We have our lunch in the little square in Kedros.  The place is dead.  Siesta dead.  At around 4ish two drunks come over to talk and buffoon.  Albanian farmworkers.  They point out another man to us – from Pakistan. The Pakistani obviously doesn’t want to spend any time with the drunks and neither do we, so we hustle off and start our climb up a side valley, stopping on a crest of cleared land next to a fenced-off field, above the road.    Not a house to be seen.  Goat bells tinkling in the distance.

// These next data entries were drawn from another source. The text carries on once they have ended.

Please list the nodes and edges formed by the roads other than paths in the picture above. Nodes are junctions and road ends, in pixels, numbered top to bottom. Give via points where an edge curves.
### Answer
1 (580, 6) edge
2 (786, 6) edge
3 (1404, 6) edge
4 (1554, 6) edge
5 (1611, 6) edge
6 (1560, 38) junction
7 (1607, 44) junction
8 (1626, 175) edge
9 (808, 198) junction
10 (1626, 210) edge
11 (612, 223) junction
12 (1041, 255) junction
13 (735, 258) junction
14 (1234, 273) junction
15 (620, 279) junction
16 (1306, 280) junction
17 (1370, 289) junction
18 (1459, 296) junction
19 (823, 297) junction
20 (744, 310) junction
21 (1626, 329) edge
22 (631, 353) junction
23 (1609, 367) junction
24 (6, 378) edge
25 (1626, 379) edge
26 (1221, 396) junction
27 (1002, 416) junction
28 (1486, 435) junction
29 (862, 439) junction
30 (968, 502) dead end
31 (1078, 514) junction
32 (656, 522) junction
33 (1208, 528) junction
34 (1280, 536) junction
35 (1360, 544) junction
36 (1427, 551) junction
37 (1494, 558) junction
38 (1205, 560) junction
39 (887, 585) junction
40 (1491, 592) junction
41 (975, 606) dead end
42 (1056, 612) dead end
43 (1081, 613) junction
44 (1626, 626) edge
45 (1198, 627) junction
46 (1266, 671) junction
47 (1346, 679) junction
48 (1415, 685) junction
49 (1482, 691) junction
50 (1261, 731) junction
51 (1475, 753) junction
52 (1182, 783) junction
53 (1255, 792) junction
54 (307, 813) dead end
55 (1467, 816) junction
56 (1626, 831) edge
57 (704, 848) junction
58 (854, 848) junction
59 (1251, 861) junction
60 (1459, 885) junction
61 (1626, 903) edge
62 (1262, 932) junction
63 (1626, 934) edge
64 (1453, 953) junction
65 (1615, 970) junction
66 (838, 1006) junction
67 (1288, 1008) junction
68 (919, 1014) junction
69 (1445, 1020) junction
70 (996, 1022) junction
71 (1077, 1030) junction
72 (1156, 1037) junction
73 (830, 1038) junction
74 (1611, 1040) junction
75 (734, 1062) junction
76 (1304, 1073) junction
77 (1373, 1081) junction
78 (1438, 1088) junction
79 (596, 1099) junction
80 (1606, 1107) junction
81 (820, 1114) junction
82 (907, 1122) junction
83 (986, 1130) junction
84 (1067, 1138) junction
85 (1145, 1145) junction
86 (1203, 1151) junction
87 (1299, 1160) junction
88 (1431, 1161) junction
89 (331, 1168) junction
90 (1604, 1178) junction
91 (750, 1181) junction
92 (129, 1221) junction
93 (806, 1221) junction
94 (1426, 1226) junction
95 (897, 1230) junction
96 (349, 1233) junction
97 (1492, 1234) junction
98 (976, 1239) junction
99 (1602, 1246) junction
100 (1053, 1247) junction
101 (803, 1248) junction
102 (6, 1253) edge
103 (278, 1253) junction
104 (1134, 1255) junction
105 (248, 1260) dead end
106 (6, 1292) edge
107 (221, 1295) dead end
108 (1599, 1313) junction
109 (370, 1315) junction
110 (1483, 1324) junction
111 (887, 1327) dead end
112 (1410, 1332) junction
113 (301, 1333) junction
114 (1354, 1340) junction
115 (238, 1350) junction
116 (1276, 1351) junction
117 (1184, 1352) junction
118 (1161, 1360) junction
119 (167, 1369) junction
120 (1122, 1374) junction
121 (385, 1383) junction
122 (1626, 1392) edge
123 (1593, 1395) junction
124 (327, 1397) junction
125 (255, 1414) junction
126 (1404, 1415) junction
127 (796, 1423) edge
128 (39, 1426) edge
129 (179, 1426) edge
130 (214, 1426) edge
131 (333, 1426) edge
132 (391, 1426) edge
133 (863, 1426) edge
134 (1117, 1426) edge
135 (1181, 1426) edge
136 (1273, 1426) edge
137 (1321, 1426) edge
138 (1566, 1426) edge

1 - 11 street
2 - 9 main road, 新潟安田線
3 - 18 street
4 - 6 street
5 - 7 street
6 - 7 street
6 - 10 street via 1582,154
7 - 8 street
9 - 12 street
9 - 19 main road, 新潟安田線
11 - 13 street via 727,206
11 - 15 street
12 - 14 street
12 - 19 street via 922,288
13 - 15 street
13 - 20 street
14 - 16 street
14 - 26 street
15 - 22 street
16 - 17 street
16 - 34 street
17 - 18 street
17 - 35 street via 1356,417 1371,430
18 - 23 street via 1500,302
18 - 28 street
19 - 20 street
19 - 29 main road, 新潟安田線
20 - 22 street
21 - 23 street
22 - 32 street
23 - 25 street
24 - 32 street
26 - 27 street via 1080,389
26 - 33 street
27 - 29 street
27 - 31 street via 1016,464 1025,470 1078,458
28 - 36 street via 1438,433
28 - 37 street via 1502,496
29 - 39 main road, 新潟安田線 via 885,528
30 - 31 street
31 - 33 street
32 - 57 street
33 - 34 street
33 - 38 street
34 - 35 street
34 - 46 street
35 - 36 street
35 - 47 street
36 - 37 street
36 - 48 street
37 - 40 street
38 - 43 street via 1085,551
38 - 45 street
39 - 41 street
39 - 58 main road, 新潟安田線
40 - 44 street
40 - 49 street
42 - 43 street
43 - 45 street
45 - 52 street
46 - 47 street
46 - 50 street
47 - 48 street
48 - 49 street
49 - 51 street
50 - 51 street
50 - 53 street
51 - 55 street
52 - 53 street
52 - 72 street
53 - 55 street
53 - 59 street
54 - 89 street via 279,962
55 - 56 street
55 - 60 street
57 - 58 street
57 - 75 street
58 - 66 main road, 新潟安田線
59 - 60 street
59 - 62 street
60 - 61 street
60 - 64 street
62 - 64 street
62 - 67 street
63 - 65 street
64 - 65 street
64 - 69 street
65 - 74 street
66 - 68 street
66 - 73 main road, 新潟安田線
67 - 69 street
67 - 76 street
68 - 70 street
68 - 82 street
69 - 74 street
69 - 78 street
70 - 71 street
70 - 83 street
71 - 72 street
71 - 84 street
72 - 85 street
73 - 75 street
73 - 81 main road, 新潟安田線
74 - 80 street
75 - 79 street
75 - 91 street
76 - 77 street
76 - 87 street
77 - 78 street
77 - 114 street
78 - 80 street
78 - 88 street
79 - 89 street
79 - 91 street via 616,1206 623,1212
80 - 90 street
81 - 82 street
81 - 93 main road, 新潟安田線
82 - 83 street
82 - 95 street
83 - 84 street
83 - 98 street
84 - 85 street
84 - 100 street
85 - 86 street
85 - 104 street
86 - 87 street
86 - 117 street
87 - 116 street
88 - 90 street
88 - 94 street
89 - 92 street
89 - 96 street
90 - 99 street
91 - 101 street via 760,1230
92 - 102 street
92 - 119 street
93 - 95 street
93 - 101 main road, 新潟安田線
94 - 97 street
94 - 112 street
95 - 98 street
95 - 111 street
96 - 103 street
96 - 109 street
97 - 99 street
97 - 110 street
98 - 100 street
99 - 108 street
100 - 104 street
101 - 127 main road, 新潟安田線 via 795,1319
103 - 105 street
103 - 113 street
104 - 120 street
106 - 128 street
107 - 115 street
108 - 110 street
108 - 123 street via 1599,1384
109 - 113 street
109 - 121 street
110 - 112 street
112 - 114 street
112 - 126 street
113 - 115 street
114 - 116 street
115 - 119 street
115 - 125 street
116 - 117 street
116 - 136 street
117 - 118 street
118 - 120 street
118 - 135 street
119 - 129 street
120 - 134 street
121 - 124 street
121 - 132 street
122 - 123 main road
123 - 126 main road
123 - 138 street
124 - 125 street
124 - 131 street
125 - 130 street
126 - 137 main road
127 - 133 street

When we start cooking a dog barks somewhere.  

It takes us a couple of days to climb through the mountains, past several villages, most of which are below the road, and into a pine tree-filled valley before cresting a ridge that leads us to a big peak above the town of Karpenissi.  We skirt below the mountain at a decent height – wonderful views eastwards and northwards back the way we have come.  The road has been quiet and slow going.  We have taken to listening to music on long climbs to ease the monotony of pedalling in our lowest gears.  The music makes a big difference.  We enjoy the views much more.  We learn that slow music is fine for this kind of cycling.  I had started out listening to Northern Soul, but suddenly found myself cycling harder than I could or should, heart pumping, muscles straining, trying to keep up with the beat, going all Tommy Simpson.  I imagined myself collapsed on the side of the road, hands still gripping the handlebars, to the strains of Kim Weston warbling You Hit Me Where It Hurt Me.  No, a nice bit of Bill Evans can do the job a lot better.
 
time remembered
Sitting in Karpenissi after lunch a man from a nearby house comes to greet us.  A retired teacher, he brings us apples, chocolates and some inedible pastry things which I struggle gainfully to chew through while Gayle gets the small-talk chores.   We continue southwards and alarmingly downwards into a narrow pretty valley that soon becomes a desert rocky gorge.  The descent is alarming because we should be going up to a high pass.  We drift downhill knowing the climb will be even greater.   But nothing prepares us for the gradient.  The minute we cross a bridge we know we’ve reached our low point, altitude-wise.  The valley is still gorge-like and unpromising for camping until we find an overgrown track leading up to a landslide area above the road.  Not a promising pitch for the tent, but the landslide looks old, and we are absolutely knackered.   The tent just fits.   In the night the moon rises early, still waxing, but bright enough to cast magical shadows. 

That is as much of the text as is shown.